Find IPv4 address using Python

Hello,

Does anyone know how to find the Local IPv4 address of the same device, running python code?

I was able to find this on google: socket.gethostbyname(socket.gethostname()). It works on my personal laptop, and returns 192.168.1.130. But returns the following error when ran on a RaspberryPI 3 B+ through the Balena dashboard:

 opencv-test  Traceback (most recent call last):
 opencv-test    File "./main.py", line 51, in <module>
 opencv-test      init()
 opencv-test    File "./main.py", line 39, in init
 opencv-test      ip = socket.gethostbyname(socket.gethostname())
 opencv-test  socket.gaierror: [Errno -5] No address associated with hostname

Does anyone know how to associate the IP address with the hostname, or if there is another way of retrieving the address?

Hi there Nate,

There reason that socket.gethostname doesn’t work on a balena device, is because it will run in a container. The container has a UUID as it’s hostname which won’t resolve to a network adapter.

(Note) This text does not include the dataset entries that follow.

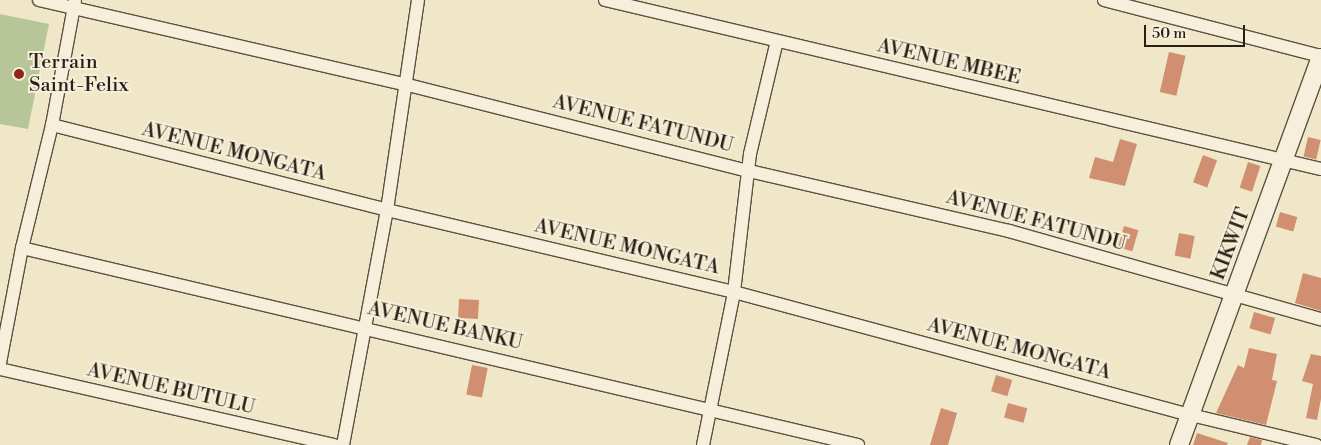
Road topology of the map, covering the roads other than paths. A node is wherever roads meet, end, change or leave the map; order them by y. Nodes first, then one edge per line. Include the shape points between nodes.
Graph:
1 (39, 0) edge
2 (418, 0) edge
3 (605, 0) edge
4 (1104, 0) edge
5 (74, 4) edge
6 (777, 41) junction
7 (1321, 57) edge
8 (404, 84) junction
9 (52, 125) junction
10 (1286, 160) junction
11 (1321, 169) edge
12 (749, 171) junction
13 (387, 210) junction
14 (22, 248) junction
15 (734, 292) junction
16 (1235, 296) junction
17 (1321, 319) edge
18 (364, 326) junction
19 (0, 363) edge
20 (0, 370) edge
21 (710, 409) junction
22 (1191, 415) junction
23 (334, 445) edge
24 (343, 445) edge
25 (703, 445) edge
26 (858, 445) edge
27 (1179, 445) edge
28 (1316, 445) edge

1 - 5 street, AVENUE FATUNDU
2 - 8 street
3 - 6 street, AVENUE MBEE
4 - 7 street
5 - 8 street, AVENUE FATUNDU
5 - 9 street
6 - 10 street, AVENUE MBEE
6 - 12 street via 750,154
7 - 10 main road, KIKWIT
8 - 12 street, AVENUE FATUNDU
8 - 13 street
9 - 13 street, AVENUE MONGATA
9 - 14 street
10 - 11 street, AVENUE MBEE
10 - 16 main road, KIKWIT
12 - 15 street
12 - 16 street, AVENUE FATUNDU via 1009,231
13 - 15 street, AVENUE MONGATA
13 - 18 street
14 - 18 street, AVENUE BANKU
14 - 19 street
15 - 21 street
15 - 22 street, AVENUE MONGATA
16 - 17 street, AVENUE FATUNDU
16 - 22 main road, KIKWIT
18 - 21 street, AVENUE BANKU
18 - 24 street
20 - 23 street, AVENUE BUTULU
21 - 25 street
21 - 26 street, AVENUE BANKU
22 - 27 main road, KIKWIT
22 - 28 street, AVENUE MONGATA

The simplest way to achieve what you want, is to user the balena supervisor API. Here’s how to do it from the shell:

curl -X GET --header "Content-Type:application/json" "$BALENA_SUPERVISOR_ADDRESS/v1/device?apikey=$BALENA_SUPERVISOR_API_KEY"

This will give you the IP amongst some other bits: https://docs.resin.io/reference/supervisor/supervisor-api/ 36
If your application is running multiple containers, you need to add some labels to your docker-compose file: https://docs.resin.io/learn/develop/multicontainer/#labels

To get this into your python app, you can either make the request from the code (using requests, or similar) or you could run the code in a bash script (if that’s your container entrypoint) and put the result into an environment variable which your python can use.

Hope this helps.
Phil

Thank you, I was able to add the labels to the docker-compose, and when I run this command:

root@855dda1:/usr/src/app# curl -X GET --header "Content-Type:application/json"     "$BALENA_SUPERVISOR_ADDRESS/v1/device?apikey=$BALENA_SUPERVISOR_API_KEY"

It produces this:

{"api_port":48484,"ip_address":"192.168.1.130","os_version":"balenaOS 2.75.0+rev1","mac_address":"B8:27:EB:88:35:2B B8:27:EB:DD:60:7E","supervisor_version":"12.5.10","update_pending":true,"update_failed":false,"update_downloaded":false,"status":"Idle","download_progress":null}root@855dda1:/usr/src/app# 

Which to me indicates that the device IP has made it into the container. I tried print(requests.get("http://127.0.0.1:48484/ip_address").content)and a couple others, but it produces b'Unauthorized'. I am wondering if you would be able to show an example for ether using requests, or the environment variable?

Thank you!

Thanks for getting back. Not sure how the local loopback service can access the /ip_address, but one way you can try this out with request is emulate the balena-supervisor request like:

''' Assuming Python 3 and above '''
requests.get(f"{BALENA_SUPERVISOR_ADDRESS}/v1/device?apikey={BALENA_SUPERVISOR_API_KEY}", headers={"content-type":"application/json"})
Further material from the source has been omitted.